**What the task requires:** In the data below, how many lines contain the string "Avenida"? Give only the number.

**Dataset content:**
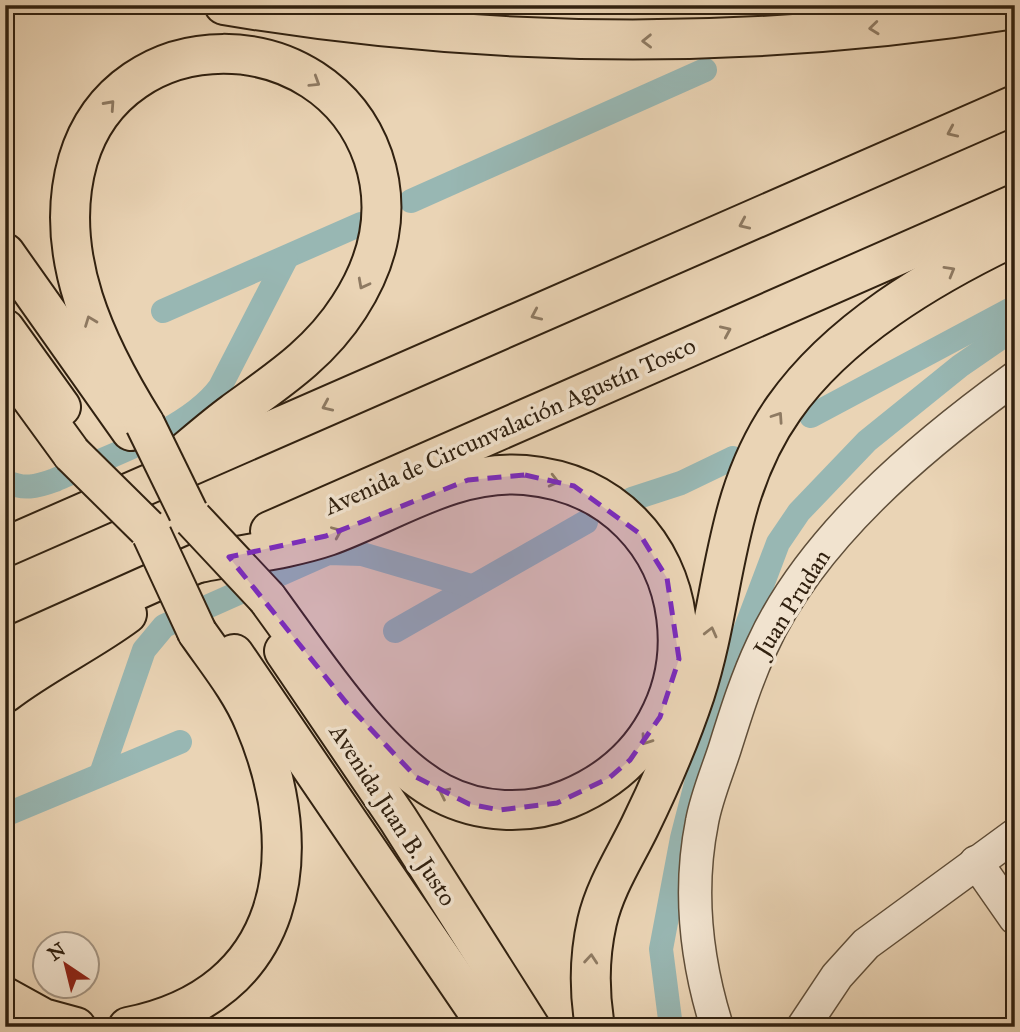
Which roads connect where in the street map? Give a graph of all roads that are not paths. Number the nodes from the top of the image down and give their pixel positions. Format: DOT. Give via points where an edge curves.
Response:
graph roads {
  1 [pos="224,5"];
  2 [pos="1015,9"];
  3 [pos="1015,105"];
  4 [pos="1015,204"];
  5 [pos="1015,236"];
  6 [pos="5,253"];
  7 [pos="5,329"];
  8 [pos="5,362"];
  9 [pos="1015,378"];
  10 [pos="138,427"];
  11 [pos="80,451"];
  12 [pos="142,487"];
  13 [pos="5,521"];
  14 [pos="5,547"];
  15 [pos="196,564"];
  16 [pos="260,602"];
  17 [pos="205,628"];
  18 [pos="5,649"];
  19 [pos="5,692"];
  20 [pos="1015,835"];
  21 [pos="976,862"];
  22 [pos="1015,918"];
  23 [pos="5,996"];
  24 [pos="76,1027"];
  25 [pos="128,1027"];
  26 [pos="488,1027"];
  27 [pos="530,1027"];
  28 [pos="595,1027"];
  29 [pos="717,1027"];
  30 [pos="803,1027"];
  2 -- 1 [label="main road, one-way" via="853,30 638,41 430,31"];
  3 -- 12 [label="main road, one-way"];
  15 -- 4 [label="main road, Avenida de Circunvalación Agustín Tosco, one-way"];
  28 -- 5 [label="main road, one-way" via="590,971 597,921 655,794 695,691 734,511 770,428 804,383 857,333 944,274"];
  6 -- 10 [label="main road"];
  7 -- 11 [label="main road"];
  8 -- 11 [label="main road"];
  9 -- 29 [label="street, Juan Prudan" via="892,477 836,534 763,644 702,820 694,902 698,945"];
  10 -- 12 [label="main road, one-way" via="79,284 71,213 78,160 103,113 144,75 194,55 264,57 326,89 357,124 379,175 381,230 375,256 348,310 299,366"];
  10 -- 16 [label="main road, bridge" via="191,516"];
  11 -- 17 [label="main road, bridge" via="149,532"];
  12 -- 13 [label="main road"];
  12 -- 14 [label="main road"];
  15 -- 16 [label="main road, one-way" via="326,536 468,480 516,475 551,480 597,498 639,533 667,578 677,619 679,659 660,717 630,761 609,778 557,803 500,810 450,797 416,777"];
  15 -- 18 [label="main road, Avenida de Circunvalación Agustín Tosco"];
  15 -- 19 [label="main road" via="92,640"];
  16 -- 27 [label="main road, Avenida Juan B. Justo"];
  17 -- 25 [label="main road" via="265,753 283,830 280,891 269,922 234,972 184,1009"];
  17 -- 26 [label="main road, Avenida Juan B. Justo"];
  20 -- 21 [label="street"];
  21 -- 22 [label="street"];
  21 -- 30 [label="street" via="866,944 837,976"];
  23 -- 24 [label="main road" via="43,1018"];
}
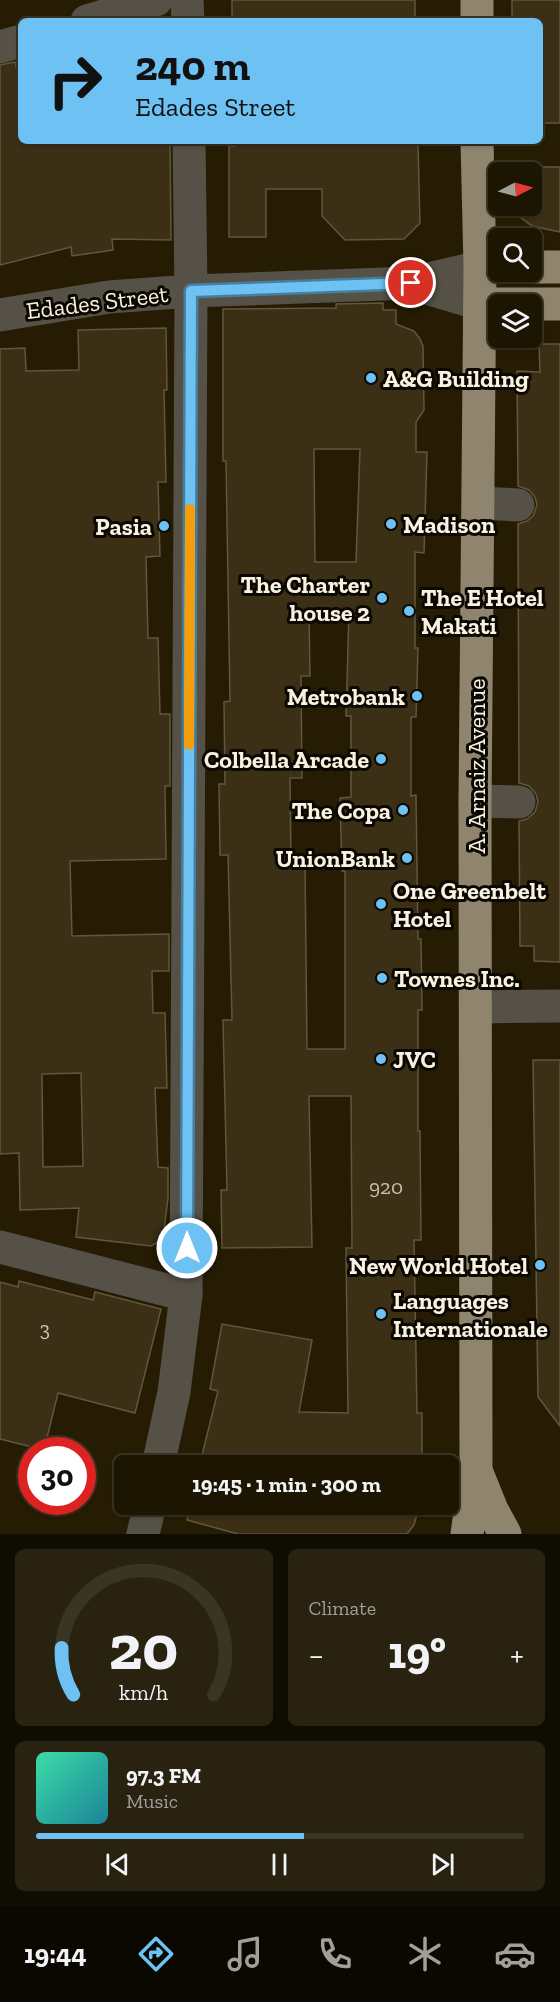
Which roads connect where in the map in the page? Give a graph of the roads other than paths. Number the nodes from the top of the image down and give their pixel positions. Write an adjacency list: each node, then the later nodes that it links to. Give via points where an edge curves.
1 (156, 0): 4 (street)
2 (187, 0): 5 (street)
3 (477, 0): 6 (main road)
4 (97, 18)
5 (188, 18)
6 (477, 18)
7 (18, 42): 8 (street)
8 (0, 47)
9 (189, 144): 17 (street)
10 (477, 144): 11 (main road, A. Arnaiz Avenue)
11 (488, 256)
12 (488, 267): 16 (street, Edades Street)
13 (542, 267): 14 (main road)
14 (560, 267)
15 (488, 271): 18 (main road, A. Arnaiz Avenue)
16 (411, 283): 17 (street, Edades Street); 18 (street, Edades Street)
17 (191, 291): 20 (street, Edades Street, via 109,297); 28 (street)
18 (480, 304): 19 (main road); 21 (main road, A. Arnaiz Avenue)
19 (560, 304)
20 (0, 315)
21 (479, 503): 22 (street); 23 (main road, A. Arnaiz Avenue)
22 (518, 505)
23 (475, 801): 24 (street); 26 (main road, A. Arnaiz Avenue)
24 (519, 802)
25 (560, 1006): 26 (street)
26 (476, 1007): 30 (main road, A. Arnaiz Avenue)
27 (0, 1247): 28 (street)
28 (186, 1295): 29 (street, via 174,1392)
29 (160, 1455)
30 (476, 1470): 33 (main road, A. Arnaiz Avenue); 34 (main road)
31 (147, 1515): 32 (street)
32 (143, 1534)
33 (466, 1534)
34 (505, 1534)

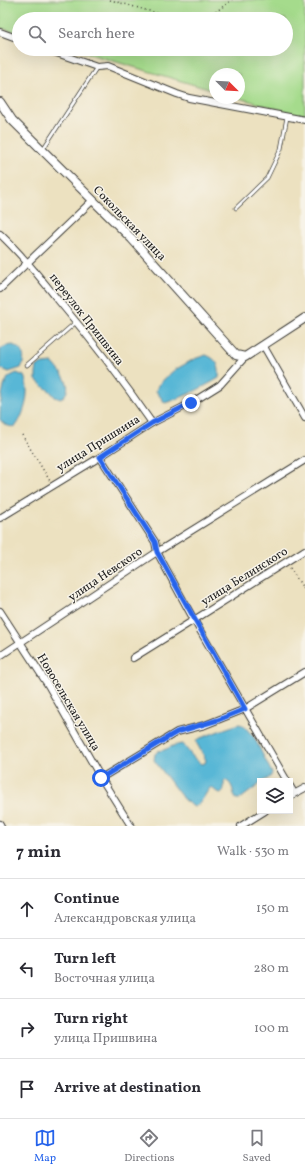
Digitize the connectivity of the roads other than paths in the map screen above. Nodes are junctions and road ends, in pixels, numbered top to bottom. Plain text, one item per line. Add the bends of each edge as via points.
1 (0, 32) edge
2 (12, 36) edge
3 (65, 56) edge
4 (97, 67) junction
5 (0, 102) edge
6 (287, 117) junction
7 (305, 120) edge
8 (42, 150) junction
9 (92, 200) junction
10 (236, 208) dead end
11 (0, 234) edge
12 (28, 263) junction
13 (0, 290) edge
14 (305, 318) edge
15 (76, 322) junction
16 (263, 345) junction
17 (245, 357) junction
18 (27, 365) dead end
19 (305, 418) edge
20 (152, 423) junction
21 (100, 457) junction
22 (305, 460) edge
23 (0, 518) edge
24 (305, 550) edge
25 (157, 552) junction
26 (0, 611) edge
27 (194, 620) junction
28 (21, 643) junction
29 (0, 656) edge
30 (133, 658) dead end
31 (305, 672) edge
32 (245, 709) junction
33 (101, 778) junction
34 (285, 778) edge
35 (305, 788) edge
36 (293, 794) edge
37 (261, 814) edge
38 (131, 826) edge
39 (241, 826) edge

1 - 2 street
3 - 4 street
4 - 6 street via 108,66 189,98
4 - 8 lane
5 - 8 street, Сокольская улица via 12,120
6 - 7 street
6 - 10 lane via 281,149 267,178
8 - 9 street, Сокольская улица
9 - 12 street
9 - 17 street, Сокольская улица via 132,239 236,355
11 - 12 street, переулок Пришвина
12 - 13 street
12 - 15 street, переулок Пришвина
14 - 16 street, улица Пришвина
15 - 18 lane
15 - 20 street, переулок Пришвина
16 - 17 street, улица Пришвина
16 - 19 street
17 - 20 street, улица Пришвина via 220,385
20 - 21 street, улица Пришвина
21 - 23 street, улица Пришвина
21 - 25 street via 155,542
22 - 25 street, улица Невского
24 - 27 street, улица Белинского
25 - 27 street
25 - 28 street, улица Невского
26 - 28 street, Новосельская улица
27 - 30 street, улица Белинского
27 - 32 street
28 - 29 street, улица Невского
28 - 33 street, Новосельская улица
31 - 32 street
32 - 33 street via 177,732
32 - 34 street
33 - 38 street, Новосельская улица
35 - 36 street
37 - 39 street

**Result of this exercise:** 4